*** Opening DATA ***
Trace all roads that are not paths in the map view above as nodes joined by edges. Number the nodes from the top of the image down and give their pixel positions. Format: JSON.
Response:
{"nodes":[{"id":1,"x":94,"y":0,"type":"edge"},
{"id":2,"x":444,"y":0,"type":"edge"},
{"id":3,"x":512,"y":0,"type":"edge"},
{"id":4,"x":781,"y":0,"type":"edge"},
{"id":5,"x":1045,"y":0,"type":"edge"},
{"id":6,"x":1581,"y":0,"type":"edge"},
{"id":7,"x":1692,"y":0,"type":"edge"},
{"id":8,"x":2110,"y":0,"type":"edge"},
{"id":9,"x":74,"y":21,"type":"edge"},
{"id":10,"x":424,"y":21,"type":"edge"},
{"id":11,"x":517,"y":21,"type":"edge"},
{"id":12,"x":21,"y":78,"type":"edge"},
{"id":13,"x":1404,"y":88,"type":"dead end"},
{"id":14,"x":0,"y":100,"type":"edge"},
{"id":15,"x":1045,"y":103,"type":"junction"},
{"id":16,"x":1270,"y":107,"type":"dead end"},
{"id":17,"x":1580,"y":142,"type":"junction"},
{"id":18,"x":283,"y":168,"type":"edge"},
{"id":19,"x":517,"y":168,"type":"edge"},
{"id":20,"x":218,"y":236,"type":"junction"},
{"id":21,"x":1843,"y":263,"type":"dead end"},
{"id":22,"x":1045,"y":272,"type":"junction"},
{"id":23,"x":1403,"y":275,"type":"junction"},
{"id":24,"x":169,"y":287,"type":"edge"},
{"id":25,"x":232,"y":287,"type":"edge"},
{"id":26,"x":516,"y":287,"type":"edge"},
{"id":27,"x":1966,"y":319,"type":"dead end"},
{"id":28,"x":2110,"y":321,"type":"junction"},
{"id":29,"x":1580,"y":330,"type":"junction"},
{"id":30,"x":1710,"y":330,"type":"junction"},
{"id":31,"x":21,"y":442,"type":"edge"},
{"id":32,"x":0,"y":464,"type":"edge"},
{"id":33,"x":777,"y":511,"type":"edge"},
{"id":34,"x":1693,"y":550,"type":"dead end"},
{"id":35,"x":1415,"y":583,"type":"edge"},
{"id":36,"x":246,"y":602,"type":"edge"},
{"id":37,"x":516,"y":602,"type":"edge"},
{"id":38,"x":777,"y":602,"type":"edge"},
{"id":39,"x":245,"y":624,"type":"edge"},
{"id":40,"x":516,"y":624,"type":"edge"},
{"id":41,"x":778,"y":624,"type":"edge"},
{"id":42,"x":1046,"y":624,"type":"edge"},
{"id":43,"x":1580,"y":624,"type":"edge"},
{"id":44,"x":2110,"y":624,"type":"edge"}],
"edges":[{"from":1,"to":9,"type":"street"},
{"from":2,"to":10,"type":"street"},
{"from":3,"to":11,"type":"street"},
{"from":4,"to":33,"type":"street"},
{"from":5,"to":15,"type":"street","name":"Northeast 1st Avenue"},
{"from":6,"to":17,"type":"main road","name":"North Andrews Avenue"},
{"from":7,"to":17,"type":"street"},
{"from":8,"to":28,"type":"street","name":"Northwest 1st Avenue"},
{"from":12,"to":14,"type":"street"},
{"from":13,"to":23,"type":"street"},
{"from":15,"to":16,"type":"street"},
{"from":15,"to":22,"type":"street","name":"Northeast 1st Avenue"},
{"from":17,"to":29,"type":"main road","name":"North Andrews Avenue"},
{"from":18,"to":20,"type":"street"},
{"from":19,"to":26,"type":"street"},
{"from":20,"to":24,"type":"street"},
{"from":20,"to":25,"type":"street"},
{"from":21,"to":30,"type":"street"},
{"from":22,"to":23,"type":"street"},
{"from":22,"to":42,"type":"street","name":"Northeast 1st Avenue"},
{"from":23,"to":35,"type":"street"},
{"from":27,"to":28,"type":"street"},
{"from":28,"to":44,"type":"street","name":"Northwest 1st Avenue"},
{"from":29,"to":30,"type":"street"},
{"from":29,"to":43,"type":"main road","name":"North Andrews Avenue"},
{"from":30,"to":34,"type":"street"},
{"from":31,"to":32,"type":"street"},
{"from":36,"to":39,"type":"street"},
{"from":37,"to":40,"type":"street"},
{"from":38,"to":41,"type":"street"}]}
*** Closing DATA ***
WHAT THE EXERCISE ASKS. Which lines hold the word "Northeast"? Copy each of them from the records.

ANSWER SECTION.
{"from":5,"to":15,"type":"street","name":"Northeast 1st Avenue"},
{"from":15,"to":22,"type":"street","name":"Northeast 1st Avenue"},
{"from":22,"to":42,"type":"street","name":"Northeast 1st Avenue"},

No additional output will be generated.